As more franchises move to take control of their own local broadcasts — be that through streaming, over-the-air channels, or regional sports networks — teams are facing many of the same challenges.
Washington D.C.-based Monumental Sports & Entertainment, headed by Washington Wizards and Capitals owner Ted Leonsis, believes he has a solution. Leonsis and his son Zach, who runs the media arm of Monumental, are partnering with digital solution company ViewLift on a joint venture designed to help teams that are looking to take control of their local broadcasts, according to a report by Tom Friend in Sports Business Journal.
Given the uncertainty in the cable industry, many teams have taken back ownership of their local sports rights.

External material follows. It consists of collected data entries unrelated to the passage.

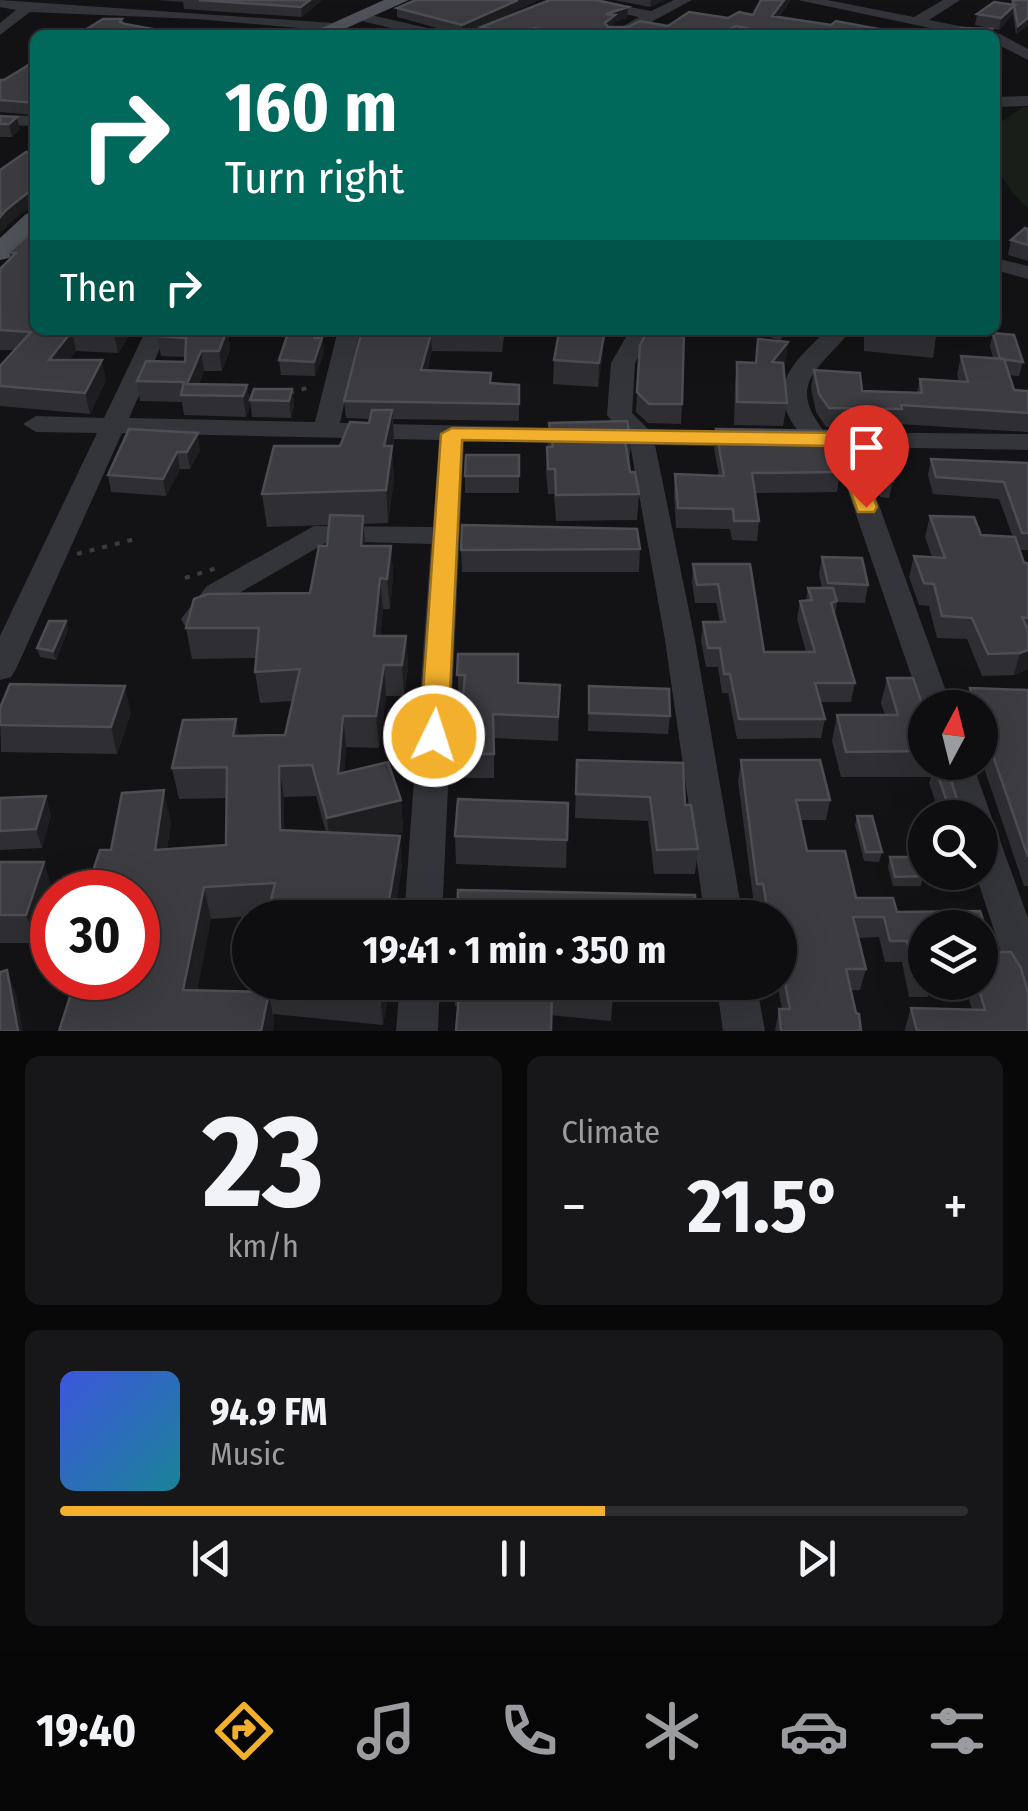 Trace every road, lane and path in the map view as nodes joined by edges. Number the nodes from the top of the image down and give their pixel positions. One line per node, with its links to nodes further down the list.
1 (400, 0): 11 (main road)
2 (559, 0): 17 (street)
3 (572, 0): 12 (street)
4 (685, 0): 12 (street)
5 (804, 0): 13 (street)
6 (922, 0): 7 (street)
7 (946, 2): 13 (street)
8 (0, 3): 10 (street)
9 (68, 3): 10 (street); 14 (street)
10 (27, 8): 20 (street)
11 (362, 16): 15 (main road); 16 (street)
12 (654, 16): 18 (street)
13 (915, 22): 19 (street)
14 (315, 30)
15 (327, 30)
16 (419, 30)
17 (485, 30)
18 (625, 30)
19 (959, 30)
20 (0, 31)
21 (1028, 39): 22 (street)
22 (1012, 47)
23 (1028, 101): 24 (street)
24 (1000, 102)
25 (0, 120): 26 (street)
26 (30, 122)
27 (30, 224): 28 (main road)
28 (0, 252)
29 (1000, 266): 30 (street)
30 (1028, 274)
31 (155, 335): 38 (street)
32 (348, 335): 35 (street)
33 (638, 335): 41 (street)
34 (835, 335): 42 (street)
35 (338, 380): 36 (path); 39 (street)
36 (274, 397)
37 (36, 424): 38 (street)
38 (112, 426): 39 (street); 46 (street)
39 (326, 431): 40 (street)
40 (452, 434): 41 (street); 44 (street)
41 (641, 437): 42 (street); 52 (street)
42 (830, 440): 43 (street); 49 (street)
43 (1028, 442)
44 (448, 536): 47 (street); 51 (street)
45 (139, 538): 46 (path)
46 (48, 562): 48 (street)
47 (196, 619)
48 (0, 669)
49 (929, 690)
50 (998, 887): 53 (street)
51 (423, 900)
52 (721, 900)
53 (1028, 973)
54 (419, 1000): 56 (street)
55 (739, 1000): 57 (street)
56 (418, 1031)
57 (744, 1031)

Some have opted to broadcast games on their own regional sports network. Others have partnered with local over-the-air affiliates. Even more have launched their own streaming services. Most use some combination of the three.
Monumental essentially learned how to conjure up a local rights solution from scratch when Leonsis purchased NBC Sports Washington in 2022 and introduced its own production workflows. Now, the company believes they can help other teams with the knowledge they’ve gained.
Monumental will help teams with the linear portion of their local rights solution.
“That could entail production services for live games along with pre- and post-game shows, crewing, management of trucks, consulting, ad sales, analytics, sponsorships, studio innovation, linear monetization, shoulder programming and subscription services,” per SBJ.
ViewLift will take care of the digital side “through an end-to-end DTC streaming solution, programming distribution and custom apps across web, mobile and connected TVs.”
It makes sense that, rather than having each team figure out local broadcast plans for themselves, they would rather hire a group with expertise and experience solving the same issues.
“If you’re a small market single team, and you don’t have distribution with an RSN next year, and you say, ‘I got to stand up my own solution,’ where do you go?” Leonsis says to SBJ. “And [if they] say, ‘We don’t have production resources. We don’t have trucks. We don’t have a studio. We don’t have a streaming solution. I don’t know how to get this. I don’t know how to how to handle transmission and play out. I don’t know who the distributors are?’ That’s where you would call us.”
As more teams choose to take on local broadcasts alone, Monumental could find themselves in a very advantageous, and lucrative, position should this business take off.